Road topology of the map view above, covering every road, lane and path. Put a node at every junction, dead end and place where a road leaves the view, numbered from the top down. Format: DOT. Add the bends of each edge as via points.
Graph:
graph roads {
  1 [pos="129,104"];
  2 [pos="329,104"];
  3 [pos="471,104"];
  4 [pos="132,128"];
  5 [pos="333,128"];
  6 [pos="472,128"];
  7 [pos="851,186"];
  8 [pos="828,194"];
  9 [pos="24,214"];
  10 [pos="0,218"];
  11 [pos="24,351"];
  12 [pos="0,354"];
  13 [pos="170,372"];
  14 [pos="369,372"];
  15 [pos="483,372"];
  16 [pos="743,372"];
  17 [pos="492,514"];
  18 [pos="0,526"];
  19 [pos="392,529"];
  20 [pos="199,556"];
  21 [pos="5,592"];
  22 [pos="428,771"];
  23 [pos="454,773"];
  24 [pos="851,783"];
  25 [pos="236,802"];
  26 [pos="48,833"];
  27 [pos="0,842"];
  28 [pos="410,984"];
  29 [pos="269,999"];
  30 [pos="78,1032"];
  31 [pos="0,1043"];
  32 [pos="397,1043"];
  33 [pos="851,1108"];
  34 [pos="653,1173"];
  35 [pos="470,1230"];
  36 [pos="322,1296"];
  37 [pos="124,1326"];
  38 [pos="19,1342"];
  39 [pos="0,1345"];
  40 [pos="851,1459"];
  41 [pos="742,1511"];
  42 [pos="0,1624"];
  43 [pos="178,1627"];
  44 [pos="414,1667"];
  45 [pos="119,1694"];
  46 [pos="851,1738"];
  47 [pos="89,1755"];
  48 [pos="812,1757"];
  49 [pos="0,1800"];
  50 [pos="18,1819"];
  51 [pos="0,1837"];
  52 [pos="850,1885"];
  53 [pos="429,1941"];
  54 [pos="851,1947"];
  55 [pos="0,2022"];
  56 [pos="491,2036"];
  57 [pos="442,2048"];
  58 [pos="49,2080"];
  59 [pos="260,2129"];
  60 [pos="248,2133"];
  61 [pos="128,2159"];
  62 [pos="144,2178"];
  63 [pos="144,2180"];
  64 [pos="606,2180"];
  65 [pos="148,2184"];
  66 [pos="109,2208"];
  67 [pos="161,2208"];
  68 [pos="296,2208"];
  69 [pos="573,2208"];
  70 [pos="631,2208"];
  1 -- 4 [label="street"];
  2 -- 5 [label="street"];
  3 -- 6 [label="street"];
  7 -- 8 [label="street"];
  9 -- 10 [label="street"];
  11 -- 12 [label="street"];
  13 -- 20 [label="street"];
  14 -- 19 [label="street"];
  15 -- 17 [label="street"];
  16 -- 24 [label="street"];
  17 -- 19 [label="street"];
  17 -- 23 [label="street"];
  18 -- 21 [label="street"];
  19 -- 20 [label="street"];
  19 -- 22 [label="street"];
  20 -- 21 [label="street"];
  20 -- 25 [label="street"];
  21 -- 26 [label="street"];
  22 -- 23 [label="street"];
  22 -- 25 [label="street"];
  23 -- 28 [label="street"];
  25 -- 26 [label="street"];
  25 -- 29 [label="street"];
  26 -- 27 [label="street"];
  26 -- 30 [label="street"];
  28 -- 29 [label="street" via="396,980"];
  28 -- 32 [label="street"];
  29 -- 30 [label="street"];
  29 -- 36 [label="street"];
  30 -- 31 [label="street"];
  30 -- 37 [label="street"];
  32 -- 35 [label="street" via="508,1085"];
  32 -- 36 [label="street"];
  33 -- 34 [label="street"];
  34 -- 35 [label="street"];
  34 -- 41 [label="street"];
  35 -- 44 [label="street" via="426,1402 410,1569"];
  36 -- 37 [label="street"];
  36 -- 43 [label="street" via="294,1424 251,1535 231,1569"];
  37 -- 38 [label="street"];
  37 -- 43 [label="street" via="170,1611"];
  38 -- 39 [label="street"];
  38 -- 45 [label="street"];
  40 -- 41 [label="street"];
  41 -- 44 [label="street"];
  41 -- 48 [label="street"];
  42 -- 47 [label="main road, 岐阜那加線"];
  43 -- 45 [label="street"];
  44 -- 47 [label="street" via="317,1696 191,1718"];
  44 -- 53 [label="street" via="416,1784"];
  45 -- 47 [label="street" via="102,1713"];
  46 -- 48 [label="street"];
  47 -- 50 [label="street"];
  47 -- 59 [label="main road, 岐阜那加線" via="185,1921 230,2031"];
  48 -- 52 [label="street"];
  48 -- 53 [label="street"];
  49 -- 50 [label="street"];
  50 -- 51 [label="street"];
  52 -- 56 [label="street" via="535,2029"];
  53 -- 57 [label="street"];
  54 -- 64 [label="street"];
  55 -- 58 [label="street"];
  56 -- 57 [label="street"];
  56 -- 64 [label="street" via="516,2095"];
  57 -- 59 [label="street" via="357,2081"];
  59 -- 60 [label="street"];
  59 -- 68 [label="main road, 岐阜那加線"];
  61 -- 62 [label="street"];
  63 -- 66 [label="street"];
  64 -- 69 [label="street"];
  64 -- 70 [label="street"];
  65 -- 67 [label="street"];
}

...

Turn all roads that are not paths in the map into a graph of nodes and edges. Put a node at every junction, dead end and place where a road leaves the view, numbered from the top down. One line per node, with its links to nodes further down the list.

* * *

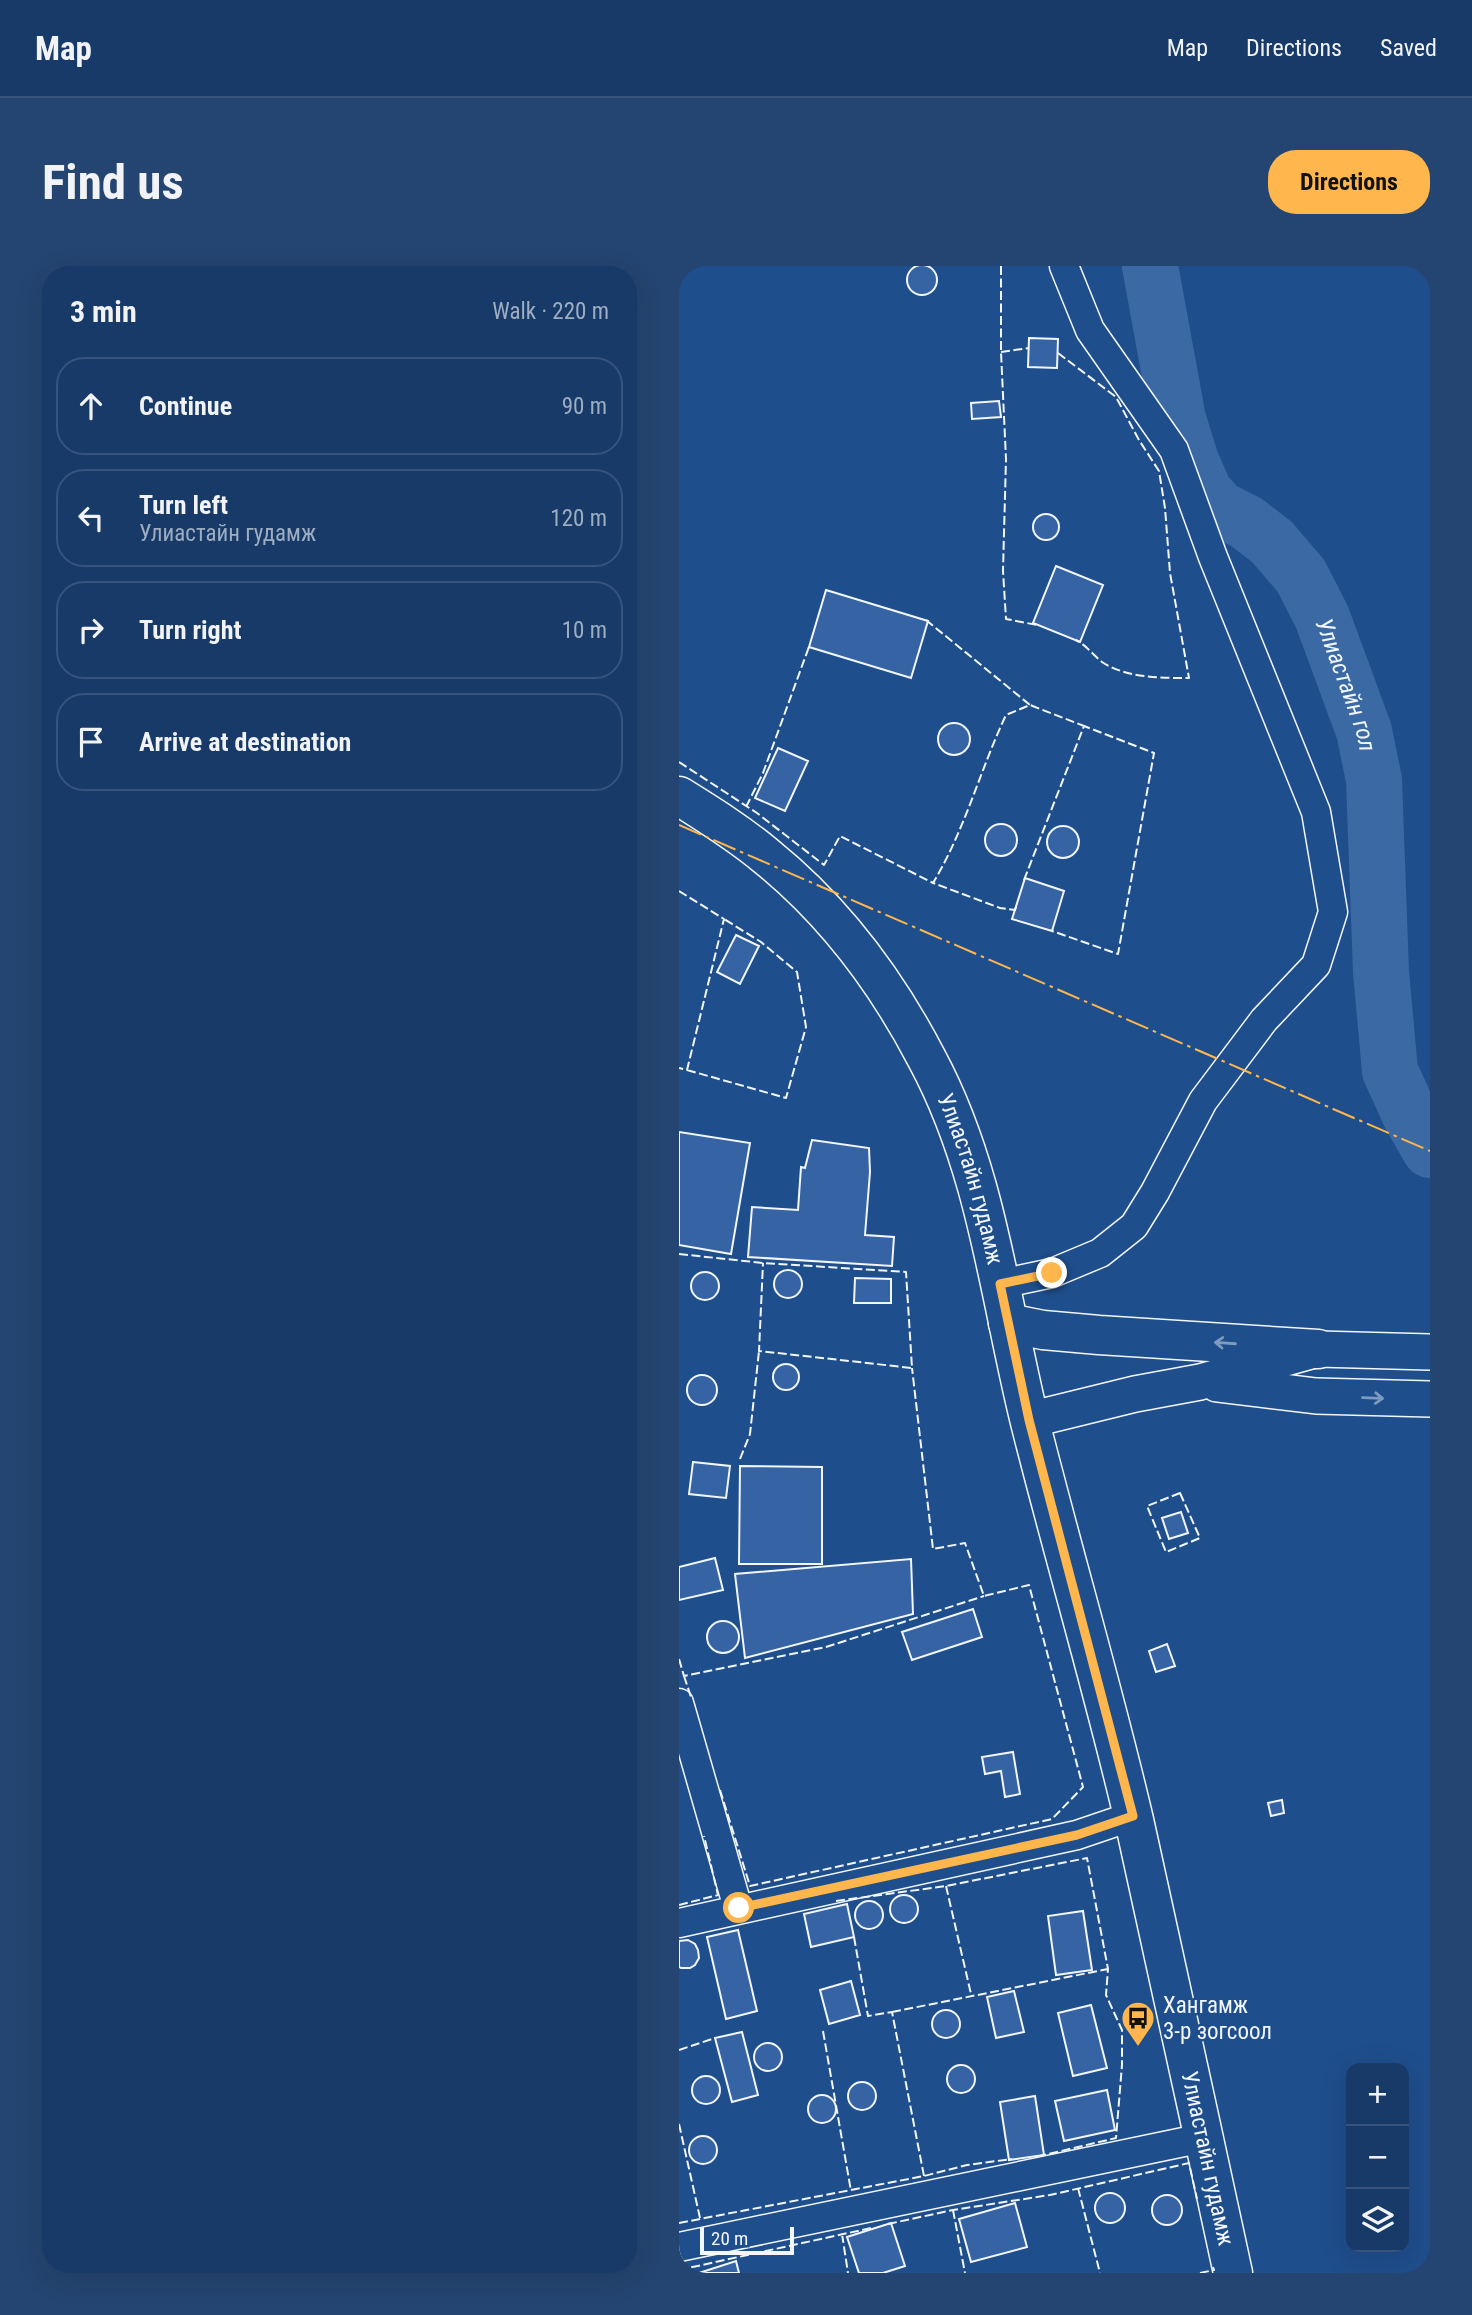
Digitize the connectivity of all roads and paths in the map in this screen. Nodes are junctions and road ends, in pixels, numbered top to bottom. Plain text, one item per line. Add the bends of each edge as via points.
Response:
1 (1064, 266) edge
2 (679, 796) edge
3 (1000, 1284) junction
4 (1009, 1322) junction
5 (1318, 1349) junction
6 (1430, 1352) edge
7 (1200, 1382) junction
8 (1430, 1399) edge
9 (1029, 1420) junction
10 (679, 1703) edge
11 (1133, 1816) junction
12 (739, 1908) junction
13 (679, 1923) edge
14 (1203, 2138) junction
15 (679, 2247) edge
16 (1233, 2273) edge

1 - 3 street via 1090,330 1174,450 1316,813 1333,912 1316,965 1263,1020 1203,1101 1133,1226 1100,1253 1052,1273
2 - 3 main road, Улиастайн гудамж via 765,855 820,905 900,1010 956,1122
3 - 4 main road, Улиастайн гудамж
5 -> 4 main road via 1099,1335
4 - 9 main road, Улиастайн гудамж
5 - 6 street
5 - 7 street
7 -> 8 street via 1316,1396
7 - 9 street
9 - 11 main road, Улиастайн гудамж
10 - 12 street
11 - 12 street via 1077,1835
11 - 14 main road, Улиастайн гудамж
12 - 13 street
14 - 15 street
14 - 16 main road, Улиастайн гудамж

Aim of the task: Return all lines from the material that contain "paths".

Problem solution:
Turn all roads that are not paths in the map into a graph of nodes and edges. Put a node at every junction, dead end and place where a road leaves the view, numbered from the top down. One line per node, with its links to nodes further down the list.
Digitize the connectivity of all roads and paths in the map in this screen. Nodes are junctions and road ends, in pixels, numbered top to bottom. Plain text, one item per line. Add the bends of each edge as via points.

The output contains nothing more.